The lexicon of learning: ABCD

I’m doing an Instagram series of colouring pages from Renee Chin’s The ABC Coloring Book. I worked on these for over two years, so it was especially satisfying to get to the end of the alphabet. Each post is around a theme or concept – a meditation on details.

  • “A” is for “ambivalence” and “alacrity”
  • “B” is for Borodin (Alexander Borodin, a 19th Century Russian composer)
  • “C” is for “cartography”
  • “D” is for “dessert” and “desert” and “deserve”

A lexicon is a collection of terms. In a language, the lexicon can be found in a dictionary. In a discipline or practice, like sociology or juggling, there is a lexicon of the terms used specially for that purpose, in that context. Sometimes there’ll be a textbook for that, but often it’s a bit less structured. A lexicon tends to be ordered alphabetically when the words are written using the alphabet. (So a lexical order is usually just alphabetical!)

This project is a collection. Visiting every letter as though it were a country, after a long meditation on its shape and form, and buying a postcard from the gift shop until there’s one from each. You could do this over and over again. As a family, as a class, as a person, find a list – any list – and meditate on it. Create a collection celebrating the details or taking souvenirs. Here are some ideas for projects like this:

National Animals

Look up the national animals of every country in the world or on your continent. If you live in a country with provinces or states or prefectures, those might each have their own. Learning political geography can be tedious and the names and locations of countries and regions are largely arbitrary. When we weave in the story of these chosen animals and try to understand why they were chosen, the names and locations of countries and regions become more meaningful. All that detail gives our concepts texture – they don’t slip away as easily. Write a story for each one – give them personalities and histories and hobbies! Canada’s national animal is the beaver…

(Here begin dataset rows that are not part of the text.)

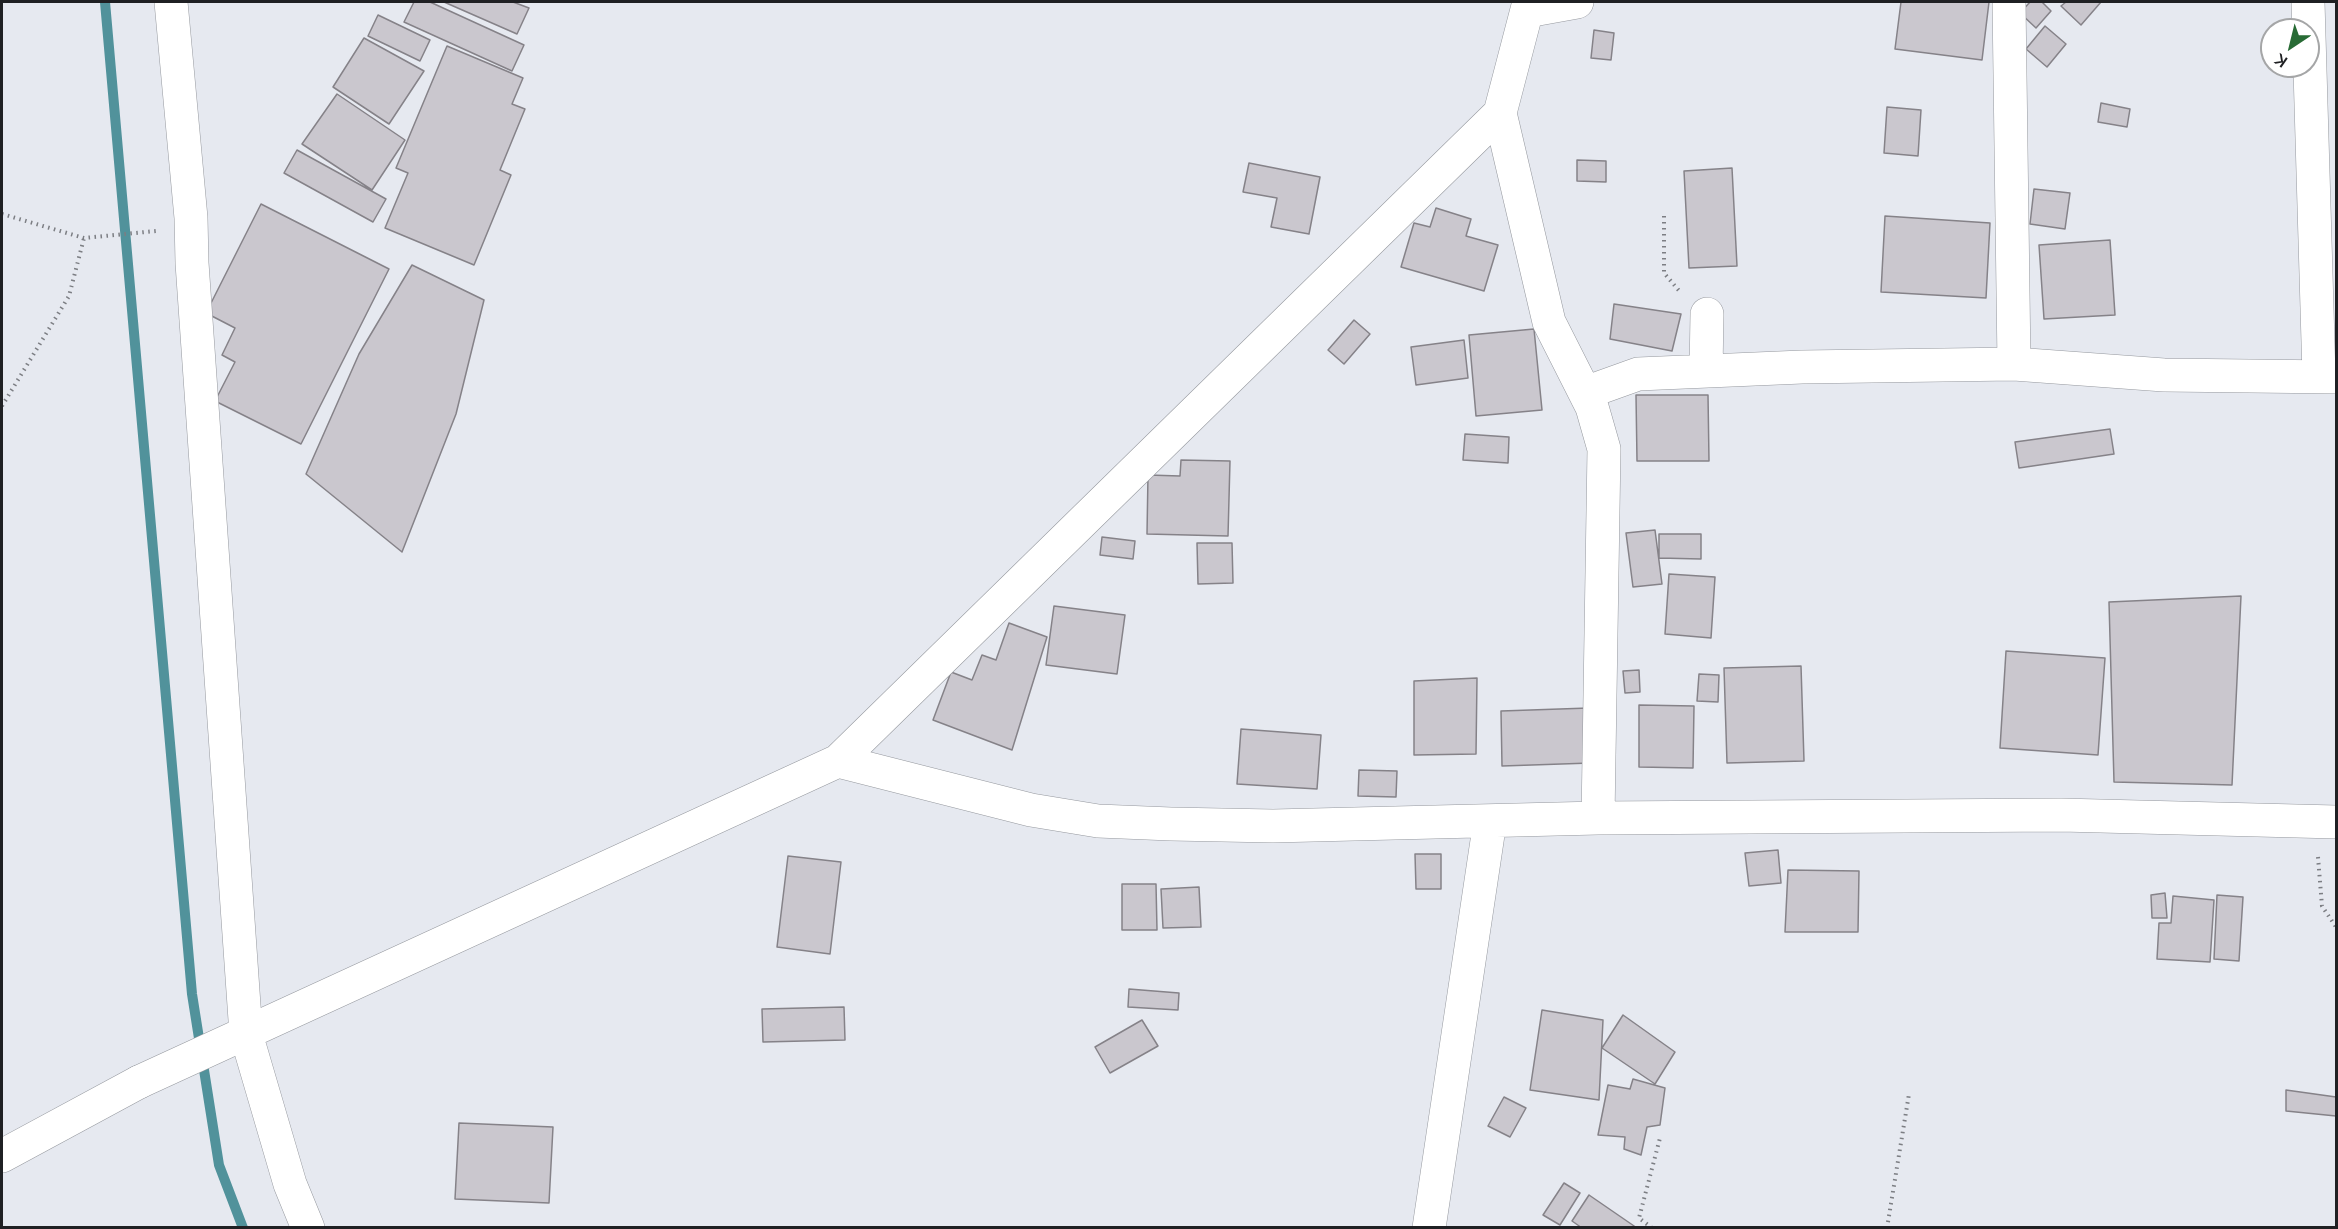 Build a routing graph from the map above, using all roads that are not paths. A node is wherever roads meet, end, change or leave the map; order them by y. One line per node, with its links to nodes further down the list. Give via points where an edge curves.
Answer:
1 (171, 2): 16 (street, via 191,227)
2 (1577, 2): 5 (street)
3 (2009, 2): 8 (street)
4 (2308, 2): 10 (street)
5 (1528, 6): 6 (street)
6 (1500, 113): 11 (street, via 1549,322); 12 (street)
7 (1707, 314): 9 (street)
8 (2014, 364): 9 (street); 10 (street, via 2164,375)
9 (1706, 371): 11 (street, via 1638,374)
10 (2328, 376)
11 (1585, 393): 13 (street, via 1604,449)
12 (838, 761): 14 (street, via 1031,810 1098,821 1273,826); 16 (street)
13 (1598, 818): 14 (street); 15 (street, via 2061,815)
14 (1490, 821): 19 (street)
15 (2327, 822)
16 (246, 1034): 17 (street, via 139,1082); 18 (street, via 290,1184)
17 (2, 1156)
18 (308, 1227)
19 (1429, 1227) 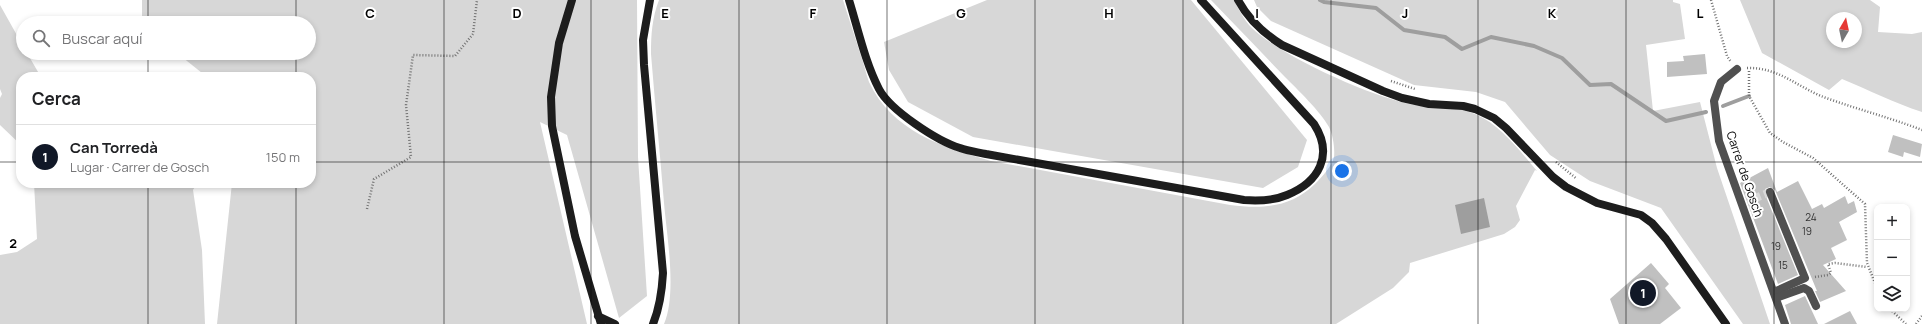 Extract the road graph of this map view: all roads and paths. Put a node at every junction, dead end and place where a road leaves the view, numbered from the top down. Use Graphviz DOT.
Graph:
graph roads {
  1 [pos="477,0"];
  2 [pos="572,0"];
  3 [pos="650,0"];
  4 [pos="849,0"];
  5 [pos="1201,0"];
  6 [pos="1238,0"];
  7 [pos="1711,0"];
  8 [pos="1736,68"];
  9 [pos="1922,130"];
  10 [pos="1770,192"];
  11 [pos="367,209"];
  12 [pos="1867,267"];
  13 [pos="1805,278"];
  14 [pos="1874,282"];
  15 [pos="1775,295"];
  16 [pos="1816,306"];
  17 [pos="1893,312"];
  18 [pos="1922,316"];
  19 [pos="600,320"];
  20 [pos="615,324"];
  21 [pos="653,324"];
  22 [pos="1726,324"];
  23 [pos="1785,324"];
  24 [pos="1906,324"];
  25 [pos="1916,324"];
  1 -- 11 [label="path"];
  2 -- 19 [label="street"];
  3 -- 21 [label="street"];
  4 -- 5 [label="street"];
  6 -- 22 [label="street"];
  7 -- 8 [label="path"];
  8 -- 15 [label="street, Carrer de Gosch"];
  9 -- 12 [label="path"];
  10 -- 13 [label="street, Carrer de Gosch"];
  12 -- 13 [label="path"];
  12 -- 14 [label="path"];
  13 -- 15 [label="street"];
  15 -- 16 [label="street"];
  15 -- 23 [label="street, Carrer de Gosch"];
  17 -- 24 [label="path"];
  18 -- 25 [label="path"];
  19 -- 20 [label="street"];
} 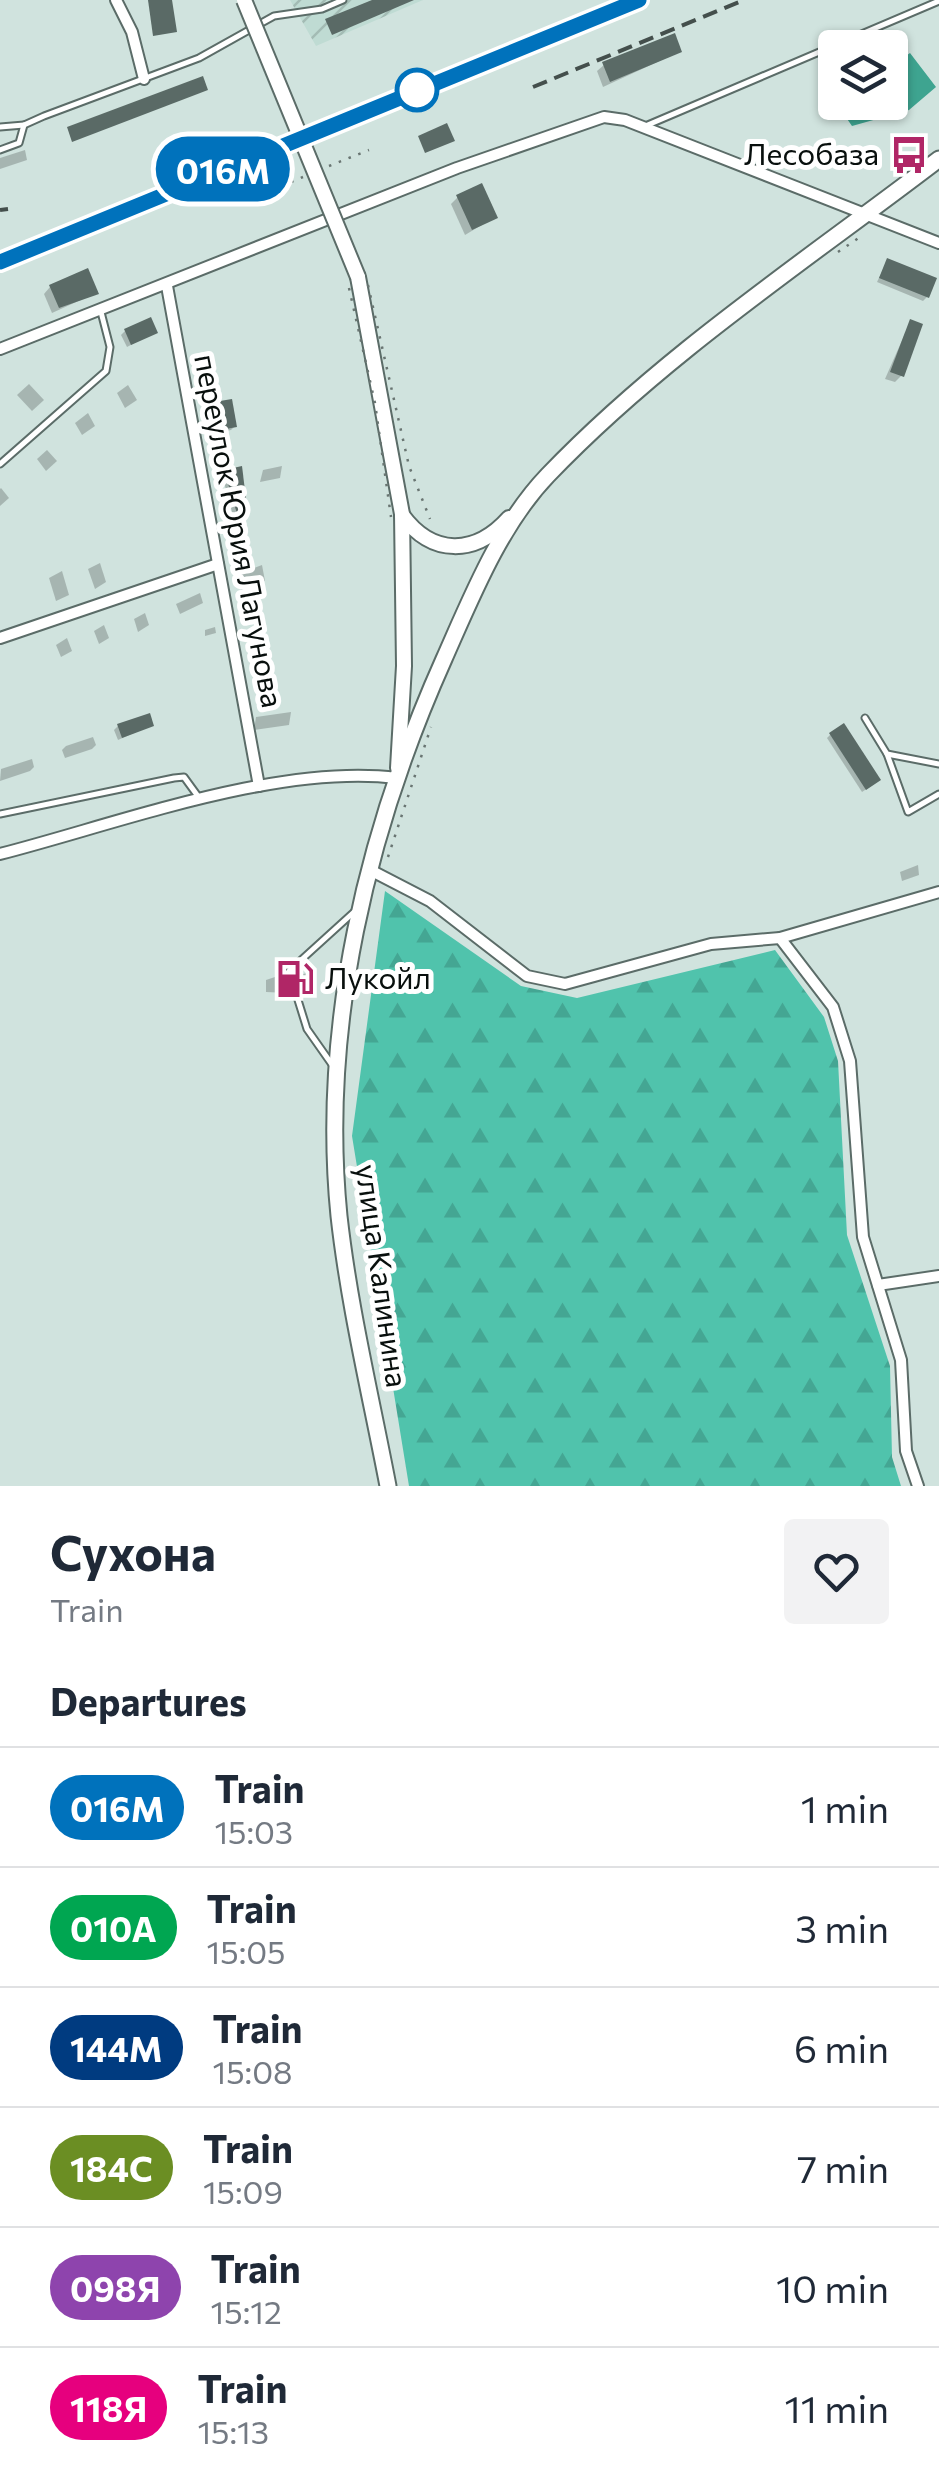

Alphabet colouring page letter B

Neighbourhood Street Names

Vancouver has numbered avenues stretching from East to West, but streets going North to South have names. On the West Side, many of the streets are named after plants. As all philosophy students learn, the poison Socrates was condemned to drink for corrupting the youth was Hemlock. Hemlock Street is home to at least one pharmacy and several other medical and health-related establishment. You could explore the many different species of laurel when you reach Laurel Street. Perhaps some are invasive while others are healing or delicious. Spruce Street might inspire the purchase of some hardy outdoor plants for a diminutive Vancouver balcony while Cypress Street may inspire a day of snowshoeing on Cypress Mountain as winter sets in. If you’re a teacher, the built environment is full of mysterious labels and names to explore, ways to latch on to the local geography, local history, and really wriggle into the infrastructure with a healthy curiosity and a dose of skepticism. As a parent, walks through your neighbourhood, a long drive, or even a bus ride can be an exploration, an undertaking shared between all family members. But really, just do it yourself! You can balance the scales a little by bringing enough curiosity and creativity to a project like this to make up for how little was often employed to name streets and stations and neighbourhoods in the first place. Bring unabashed enthusiasm to local infrastructure and inoculate yourself against a tedious commute.

Musical Keys

A, B, C, D, E, F, G, natural, sharp, and flat, minor and major….And go! You don’t need to play a musical instrument to play this game. It might even build your confidence if conversations about music sometimes leave you confused or excluded. You can even pick a genre or try and stick to composers or performers whose names start with the same letter. Composers whose names start with B would be an easy place to start: Beethoven, Bach, Borodin. Did Beethoven compose anything in B, B flat, or B sharp? Well, when you start investigating, you will notice that B flat and B are very popular (Beethoven composed his String Quartet No. 13 in B flat major, Bach composed fugues in B major and B minor, Borodin composed his Symphony No. 2 in B minor), B sharp is hardly ever seen. Go find out why! Listen to the pieces, find images of antique manuscripts, learn about the composers’ lives. Or find as many pop songs as you can, each in a different key. If you’re new to music theory, listen for grief or rage or regret in the music. How often are those pieces in a minor key? What about triumph and humour and patriotism? Are those in major keys? Go wide and discover other tonal systems, other harmonies and progressions that leave major and minor keys looking sheepishly at their shoes.

Stake Your Claim

Find a collection or a list or a group of things: animals, streets, musical keys, letters of the alphabet, letters in another script. Treat them as a challenge and a constraint. You don’t have to learn everything about everything. Just learn something about 13 official animals (Canada has ten provinces and three territories) or the 20 closest street names to your home or composers with names starting with the letters A to G. Build a lexicon for your own specialty. You are staking your claim to a patch of expertise.